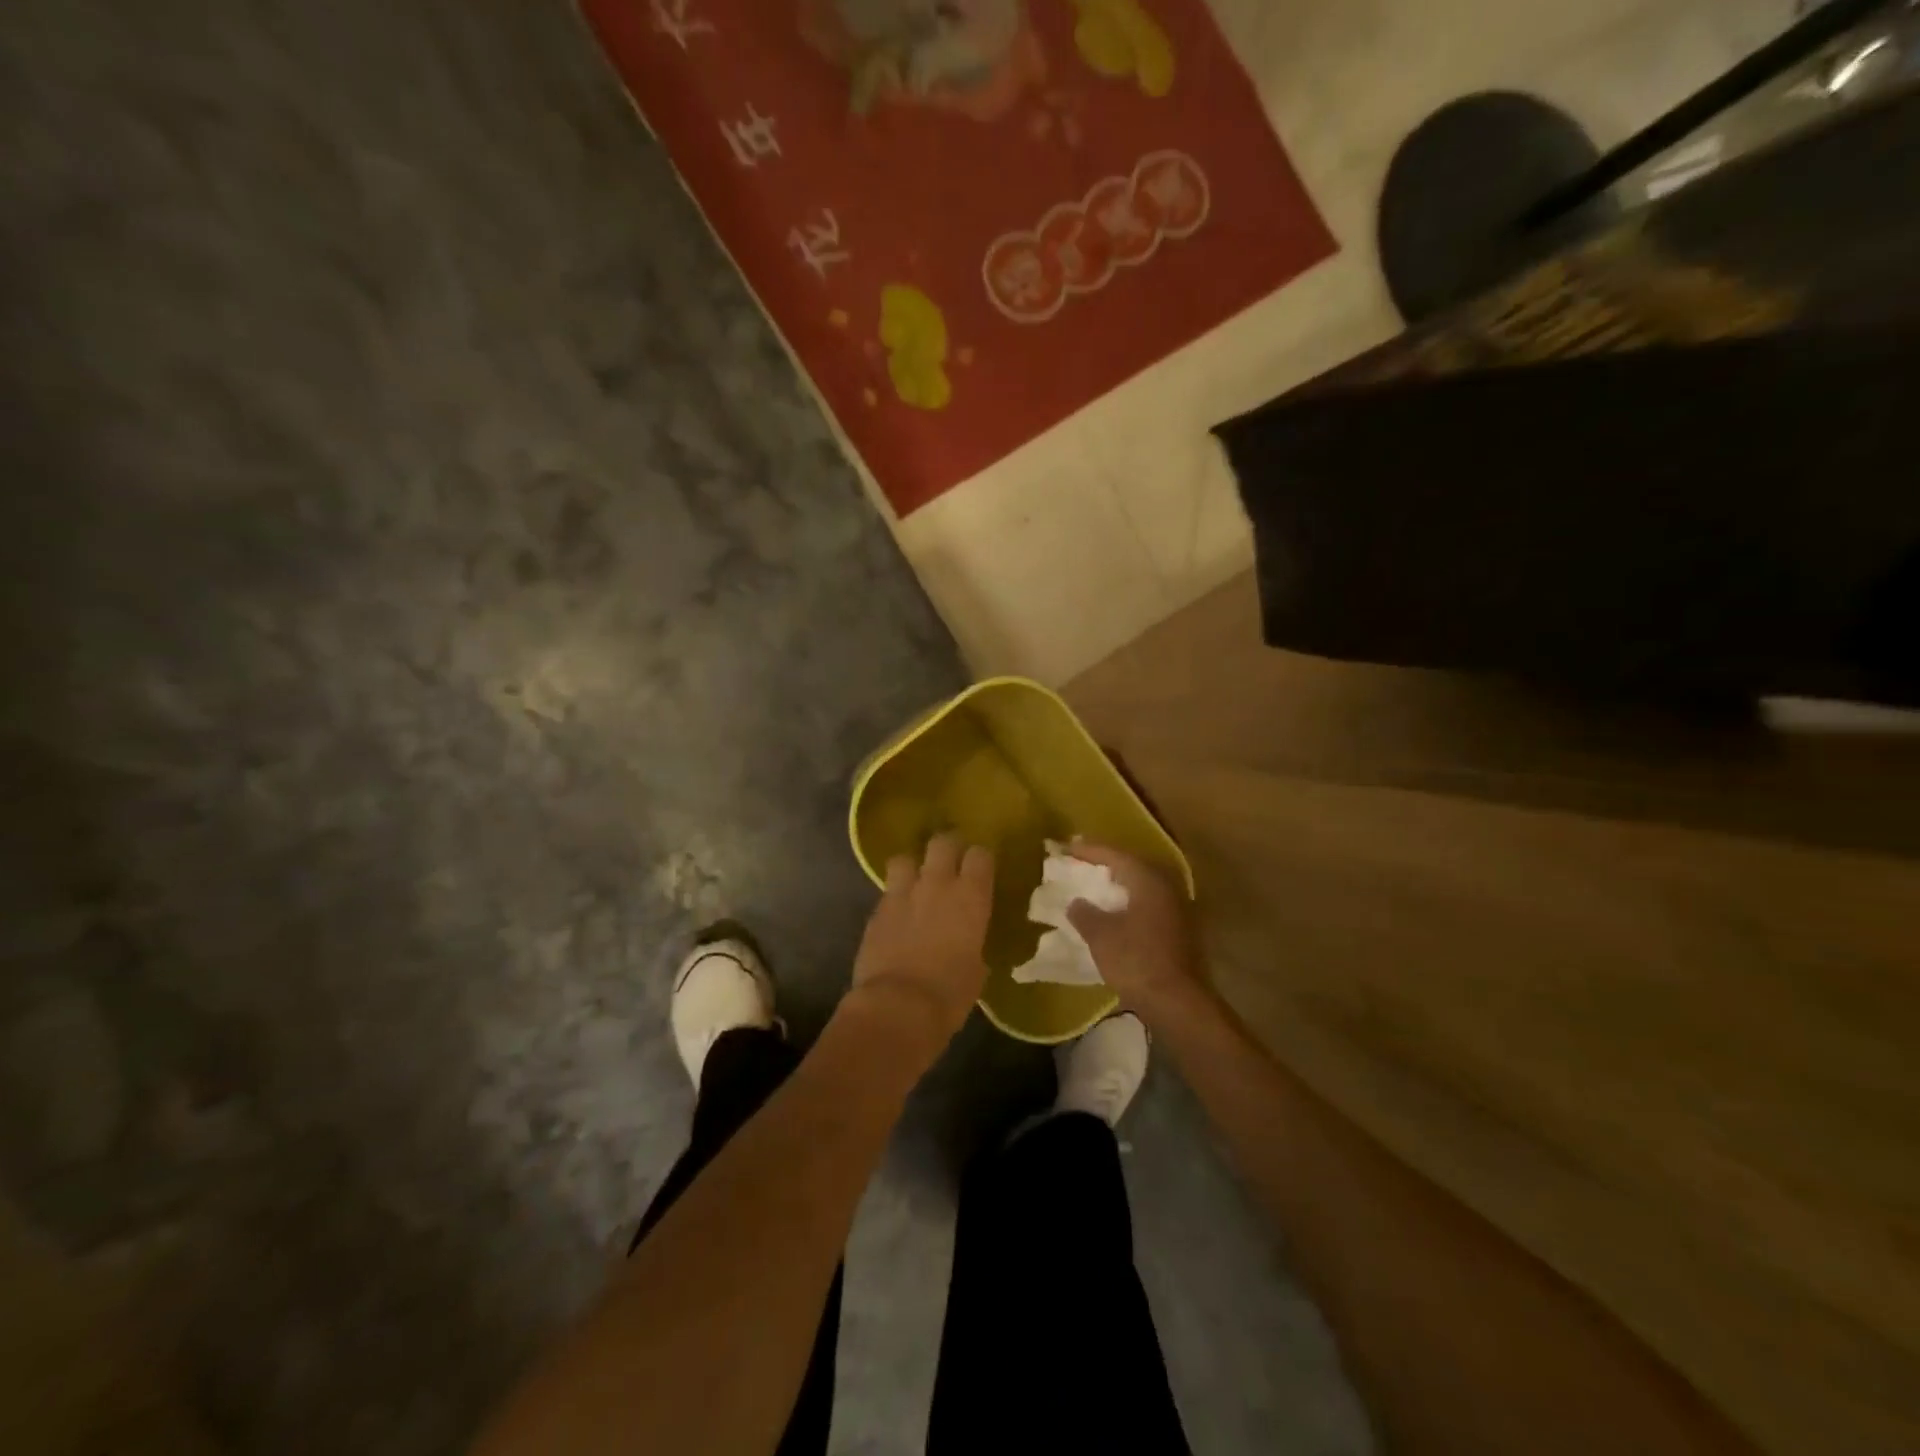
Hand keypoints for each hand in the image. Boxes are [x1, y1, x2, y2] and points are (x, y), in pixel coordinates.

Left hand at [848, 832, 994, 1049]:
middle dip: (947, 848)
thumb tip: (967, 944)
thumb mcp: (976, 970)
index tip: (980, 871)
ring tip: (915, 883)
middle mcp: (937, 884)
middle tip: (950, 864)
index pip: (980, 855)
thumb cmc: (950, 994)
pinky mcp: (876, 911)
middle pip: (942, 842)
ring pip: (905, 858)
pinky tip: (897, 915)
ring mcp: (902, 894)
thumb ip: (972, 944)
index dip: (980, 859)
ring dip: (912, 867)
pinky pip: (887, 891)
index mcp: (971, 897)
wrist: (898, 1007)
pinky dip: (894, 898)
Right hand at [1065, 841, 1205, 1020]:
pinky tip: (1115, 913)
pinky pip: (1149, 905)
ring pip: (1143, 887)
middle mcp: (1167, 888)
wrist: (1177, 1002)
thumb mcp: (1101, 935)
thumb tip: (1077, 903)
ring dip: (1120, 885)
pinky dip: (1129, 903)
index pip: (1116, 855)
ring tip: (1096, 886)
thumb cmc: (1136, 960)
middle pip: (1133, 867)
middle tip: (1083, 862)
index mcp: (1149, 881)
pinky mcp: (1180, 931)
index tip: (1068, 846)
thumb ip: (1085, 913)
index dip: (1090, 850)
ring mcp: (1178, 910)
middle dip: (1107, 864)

### Task directions
Omit the pictures and give the material again, exactly and in full.

### Task solution
Hand keypoints for each hand in the image. Boxes are [x1, y1, x2, y2] and points are (x, y), in pixel coordinates.

Left hand at [848, 832, 994, 1049]:
middle dip: (947, 848)
thumb tip: (967, 944)
thumb mcp: (976, 970)
index tip: (980, 871)
ring tip: (915, 883)
middle mcp: (937, 884)
middle tip: (950, 864)
index pip: (980, 855)
thumb cmc: (950, 994)
pinky mcp: (876, 911)
middle pip: (942, 842)
ring pip: (905, 858)
pinky tip: (897, 915)
ring mcp: (902, 894)
thumb ip: (972, 944)
index dip: (980, 859)
ring dip: (912, 867)
pinky pip: (887, 891)
index mcp: (971, 897)
wrist: (898, 1007)
pinky dip: (894, 898)
Right hand at [1065, 841, 1205, 1020]:
pinky tip: (1115, 913)
pinky pip: (1149, 905)
ring pip: (1143, 887)
middle mcp: (1167, 888)
wrist: (1177, 1002)
thumb mcp: (1101, 935)
thumb tip: (1077, 903)
ring dip: (1120, 885)
pinky dip: (1129, 903)
index pip: (1116, 855)
ring tip: (1096, 886)
thumb cmc: (1136, 960)
middle pip: (1133, 867)
middle tip: (1083, 862)
index mcp: (1149, 881)
pinky mcp: (1180, 931)
index tip: (1068, 846)
thumb ip: (1085, 913)
index dip: (1090, 850)
ring mcp: (1178, 910)
middle dip: (1107, 864)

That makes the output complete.